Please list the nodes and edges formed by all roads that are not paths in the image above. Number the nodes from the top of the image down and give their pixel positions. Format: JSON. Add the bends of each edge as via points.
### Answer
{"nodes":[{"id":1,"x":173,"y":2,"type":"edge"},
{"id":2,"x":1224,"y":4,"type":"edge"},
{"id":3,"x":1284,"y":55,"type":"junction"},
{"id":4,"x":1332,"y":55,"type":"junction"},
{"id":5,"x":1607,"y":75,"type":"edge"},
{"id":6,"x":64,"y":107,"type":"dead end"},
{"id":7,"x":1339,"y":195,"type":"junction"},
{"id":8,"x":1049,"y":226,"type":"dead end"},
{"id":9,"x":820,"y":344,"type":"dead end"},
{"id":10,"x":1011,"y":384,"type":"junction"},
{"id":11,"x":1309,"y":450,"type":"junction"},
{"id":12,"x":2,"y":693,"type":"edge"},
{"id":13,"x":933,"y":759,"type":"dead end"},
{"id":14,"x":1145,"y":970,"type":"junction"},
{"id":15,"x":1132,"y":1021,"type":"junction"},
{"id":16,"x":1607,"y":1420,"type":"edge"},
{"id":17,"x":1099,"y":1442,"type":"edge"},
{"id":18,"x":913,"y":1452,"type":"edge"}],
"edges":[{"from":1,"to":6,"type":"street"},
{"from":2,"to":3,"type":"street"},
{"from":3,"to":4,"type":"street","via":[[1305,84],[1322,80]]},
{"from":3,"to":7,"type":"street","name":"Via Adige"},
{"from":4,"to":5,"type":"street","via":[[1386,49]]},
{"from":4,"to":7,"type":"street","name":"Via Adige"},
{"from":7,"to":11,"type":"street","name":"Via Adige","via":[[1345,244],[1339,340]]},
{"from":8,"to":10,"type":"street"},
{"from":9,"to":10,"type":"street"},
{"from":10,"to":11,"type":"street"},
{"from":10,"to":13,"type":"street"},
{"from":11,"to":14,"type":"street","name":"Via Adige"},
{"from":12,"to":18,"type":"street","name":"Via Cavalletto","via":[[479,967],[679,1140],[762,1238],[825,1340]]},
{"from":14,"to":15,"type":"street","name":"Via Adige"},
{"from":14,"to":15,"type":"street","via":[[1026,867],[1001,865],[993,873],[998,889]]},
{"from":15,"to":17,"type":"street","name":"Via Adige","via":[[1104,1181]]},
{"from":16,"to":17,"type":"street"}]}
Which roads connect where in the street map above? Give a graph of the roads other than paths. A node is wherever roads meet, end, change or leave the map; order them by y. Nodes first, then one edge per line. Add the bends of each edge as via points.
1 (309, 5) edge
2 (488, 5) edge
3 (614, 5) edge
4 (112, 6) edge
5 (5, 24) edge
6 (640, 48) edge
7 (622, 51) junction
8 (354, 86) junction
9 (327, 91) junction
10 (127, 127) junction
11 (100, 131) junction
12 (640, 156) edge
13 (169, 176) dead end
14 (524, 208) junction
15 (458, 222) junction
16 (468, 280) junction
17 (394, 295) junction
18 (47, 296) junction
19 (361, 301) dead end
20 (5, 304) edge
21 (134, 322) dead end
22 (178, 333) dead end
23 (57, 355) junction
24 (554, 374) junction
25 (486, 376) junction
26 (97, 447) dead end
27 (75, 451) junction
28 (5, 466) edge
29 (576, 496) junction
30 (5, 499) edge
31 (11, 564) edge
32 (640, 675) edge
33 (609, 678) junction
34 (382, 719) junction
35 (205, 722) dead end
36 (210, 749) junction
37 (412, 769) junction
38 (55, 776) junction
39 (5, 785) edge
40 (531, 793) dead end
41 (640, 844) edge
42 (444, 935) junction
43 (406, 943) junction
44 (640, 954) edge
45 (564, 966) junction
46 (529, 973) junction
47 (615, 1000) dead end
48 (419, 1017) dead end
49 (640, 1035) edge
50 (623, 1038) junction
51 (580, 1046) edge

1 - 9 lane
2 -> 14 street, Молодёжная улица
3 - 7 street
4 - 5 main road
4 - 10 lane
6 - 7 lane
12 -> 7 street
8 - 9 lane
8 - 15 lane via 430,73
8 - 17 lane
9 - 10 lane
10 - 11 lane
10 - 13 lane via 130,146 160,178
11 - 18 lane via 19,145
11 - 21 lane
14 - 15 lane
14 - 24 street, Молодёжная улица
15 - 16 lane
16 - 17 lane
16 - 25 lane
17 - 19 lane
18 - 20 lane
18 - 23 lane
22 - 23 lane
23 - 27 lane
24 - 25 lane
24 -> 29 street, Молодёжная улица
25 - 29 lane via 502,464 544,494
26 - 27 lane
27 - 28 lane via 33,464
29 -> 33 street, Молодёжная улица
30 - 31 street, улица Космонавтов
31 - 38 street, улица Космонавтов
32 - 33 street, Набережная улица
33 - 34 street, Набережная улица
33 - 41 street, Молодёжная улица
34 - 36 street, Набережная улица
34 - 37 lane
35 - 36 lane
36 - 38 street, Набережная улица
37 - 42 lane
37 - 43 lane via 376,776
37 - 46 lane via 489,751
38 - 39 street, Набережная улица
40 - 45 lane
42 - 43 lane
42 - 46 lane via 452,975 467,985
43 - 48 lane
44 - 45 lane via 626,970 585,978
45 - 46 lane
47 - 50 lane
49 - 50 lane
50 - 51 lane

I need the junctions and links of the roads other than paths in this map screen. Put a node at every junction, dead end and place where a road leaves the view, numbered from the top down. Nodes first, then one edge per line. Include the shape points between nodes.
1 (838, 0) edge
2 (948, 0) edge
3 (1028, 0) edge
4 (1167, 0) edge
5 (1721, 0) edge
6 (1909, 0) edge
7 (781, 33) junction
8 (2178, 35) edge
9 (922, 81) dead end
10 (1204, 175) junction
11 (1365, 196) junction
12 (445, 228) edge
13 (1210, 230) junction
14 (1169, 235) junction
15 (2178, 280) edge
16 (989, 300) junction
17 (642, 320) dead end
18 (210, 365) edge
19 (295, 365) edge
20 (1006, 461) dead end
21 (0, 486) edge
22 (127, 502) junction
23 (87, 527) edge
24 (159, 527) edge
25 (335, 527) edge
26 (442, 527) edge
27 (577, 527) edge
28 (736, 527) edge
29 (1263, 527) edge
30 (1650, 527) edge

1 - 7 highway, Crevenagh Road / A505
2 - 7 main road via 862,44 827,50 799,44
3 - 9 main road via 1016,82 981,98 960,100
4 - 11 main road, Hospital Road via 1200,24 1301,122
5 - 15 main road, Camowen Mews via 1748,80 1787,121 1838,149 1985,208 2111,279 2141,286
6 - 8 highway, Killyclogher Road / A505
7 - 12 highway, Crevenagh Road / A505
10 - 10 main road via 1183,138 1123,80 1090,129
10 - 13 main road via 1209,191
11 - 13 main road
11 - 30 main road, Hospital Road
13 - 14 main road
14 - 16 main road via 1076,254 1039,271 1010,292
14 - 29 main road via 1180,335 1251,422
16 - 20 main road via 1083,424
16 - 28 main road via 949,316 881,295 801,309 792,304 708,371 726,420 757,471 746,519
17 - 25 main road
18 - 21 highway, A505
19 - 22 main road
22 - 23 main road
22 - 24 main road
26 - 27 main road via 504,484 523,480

☆ ☆ ☆ ☆

* Your goal: Read through the entries, then copy every line where the string "Космонавтов" is found.

* Output:
30 - 31 street, улица Космонавтов
31 - 38 street, улица Космонавтов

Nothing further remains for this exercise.